Re: ISO/IEC 10646 as Document Character Set

Albert Lunde (
Fri, 5 May 95 12:26:22 EDT

>5. Albert Lunde is against it.

Actually I'm sort of on the fence... I can live with it either way; I just
want to make sure we signal the direction we are going and warn developers
against using other document character sets and make clear the numeric
references issue for non-SGML wizards.

I like either:

(1) Put in an appendex that says we use Latin-1 now but we are going to use
10646 for internationalization and developers should use it for other MIME
charsets would work.

(2) Say that the document character set is 10646, but that conforming
applications are required only to support the subset that is Latin-1. Note
that previous specifications of HTML have been based on on Latin-1, but
this change was made to support future internationalization.

In either case we should warn developers about the numeric references
issue; if it confused us, it will confuse a lot of other people.

Actually, I'm leaning towards (2) as a little conceptually nicer as SGML;
the argument for (1) that it's a way to get this out the door.
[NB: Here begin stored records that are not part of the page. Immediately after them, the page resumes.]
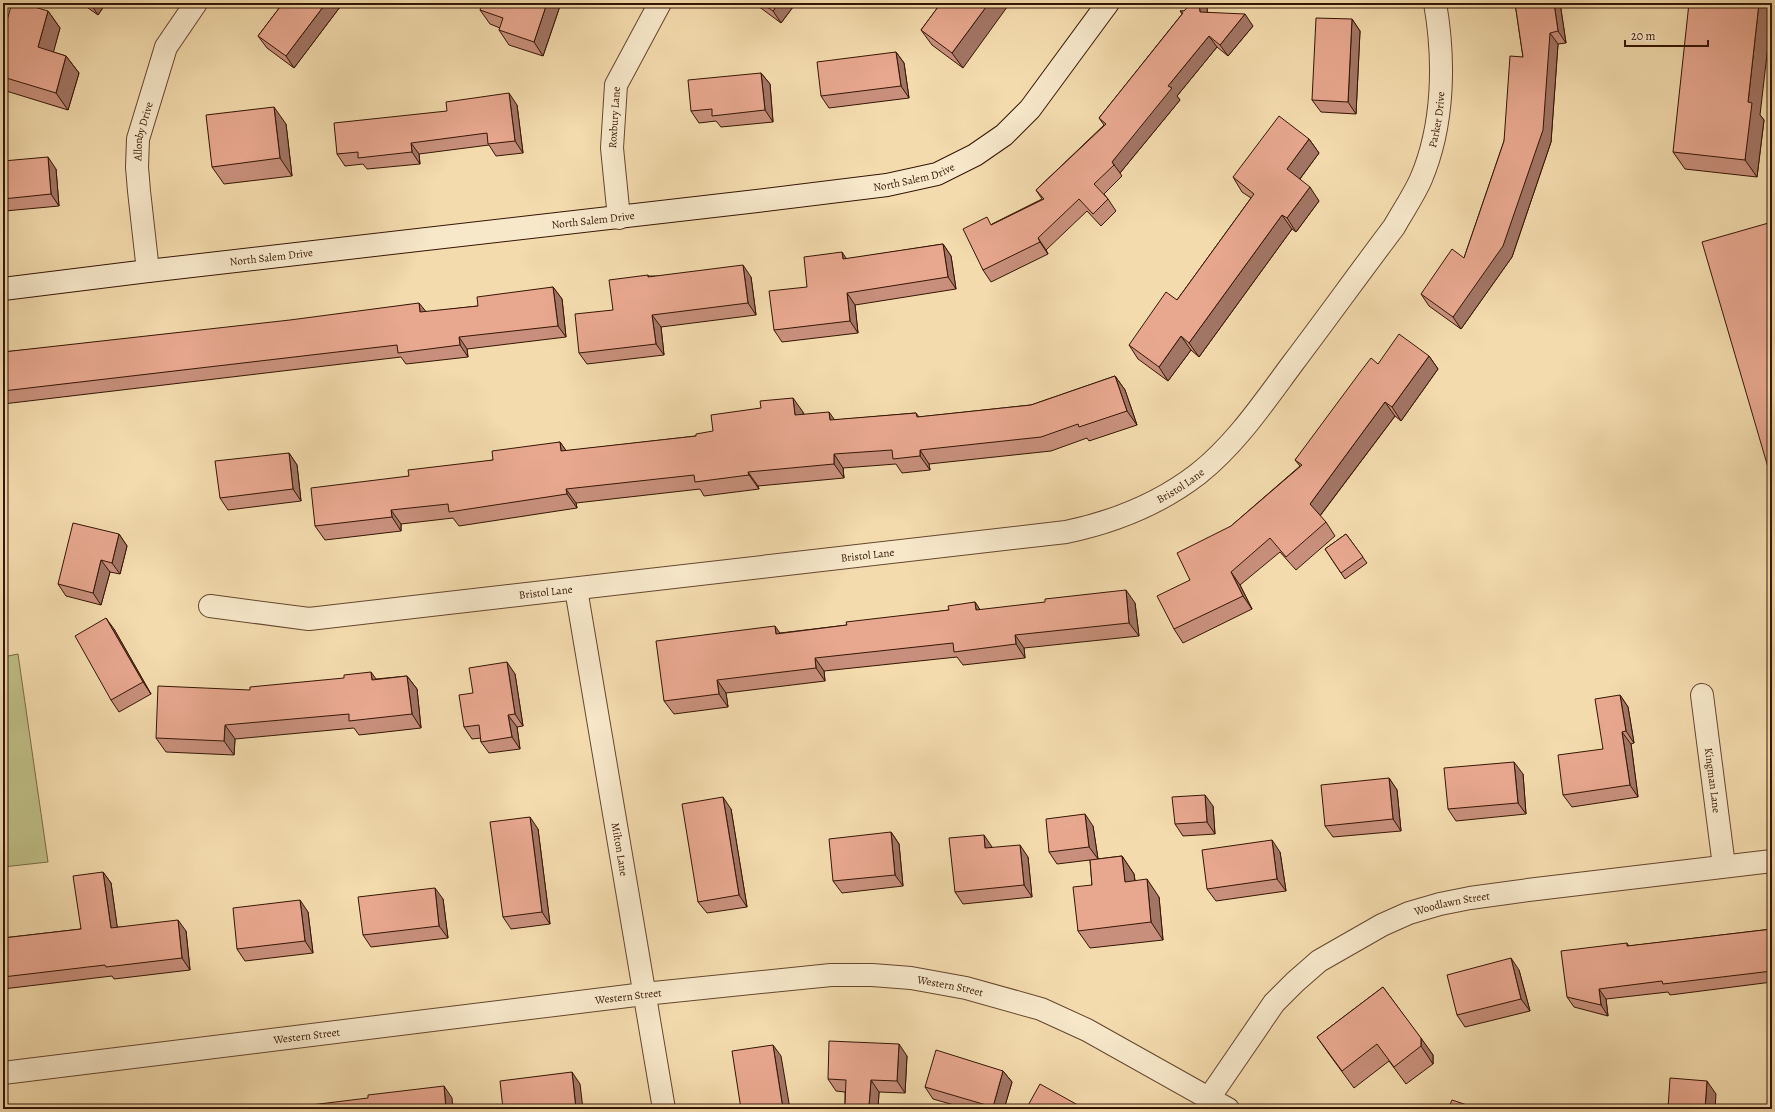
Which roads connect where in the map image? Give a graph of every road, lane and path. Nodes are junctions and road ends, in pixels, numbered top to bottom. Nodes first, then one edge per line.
1 (196, 3) edge
2 (660, 3) edge
3 (1108, 3) edge
4 (1435, 3) edge
5 (619, 218) junction
6 (1394, 227) joint
7 (148, 271) junction
8 (3, 289) edge
9 (576, 589) junction
10 (210, 606) dead end
11 (1702, 695) dead end
12 (1772, 861) edge
13 (1724, 866) junction
14 (644, 994) junction
15 (3, 1073) edge
16 (1209, 1098) junction
17 (664, 1109) edge
18 (1228, 1109) edge

1 - 7 street, Allonby Drive
2 - 5 street, Roxbury Lane
3 - 5 street, North Salem Drive
4 - 6 street, Parker Drive
5 - 7 street, North Salem Drive
6 - 9 street, Bristol Lane
7 - 8 street, North Salem Drive
9 - 10 street, Bristol Lane
9 - 14 street, Milton Lane
11 - 13 street, Kingman Lane
12 - 13 street, Woodlawn Street
13 - 16 street, Woodlawn Street
14 - 15 street, Western Street
14 - 16 street, Western Street
14 - 17 street, Milton Lane
16 - 18 street, Western Street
Let me suggest some language for warnings:

This should either go in the section where examples of number references
are given or in a appendix on future internationalization.
= =
(Either way)

"The SGML standard specifies that numeric character references are
interpreted according to the SGML document character set, not the character
encoding currently used to represent the document. "

(Option (1):)

"While this specification is written using a a document character set of
ISO-8859-1, future specifications of HTML will be written using a document
character set of ISO/IEC 10646 , as a basis for internationalization.
For upward compatibility, developers of software supporting other MIME
charsets than ISO-8859-1 should intepret numeric references as if ISO/IEC
10646 were the document character set, and should not infer an SGML
declaraction that just maps the MIME charset into an SGML document
character set."


"The document character set has been specified as ISO/IEC 10646 to make the
interpretation of numeric references clear in other character encodings and
as a basis for further internationalization, though previous specifications
of HTML were based on ISO-8859-1. Developers of software supporting other
MIME charsets than ISO-8859-1 must intepret numeric references based on
ISO/IEC 10646 as the document character set.

= =

    Albert Lunde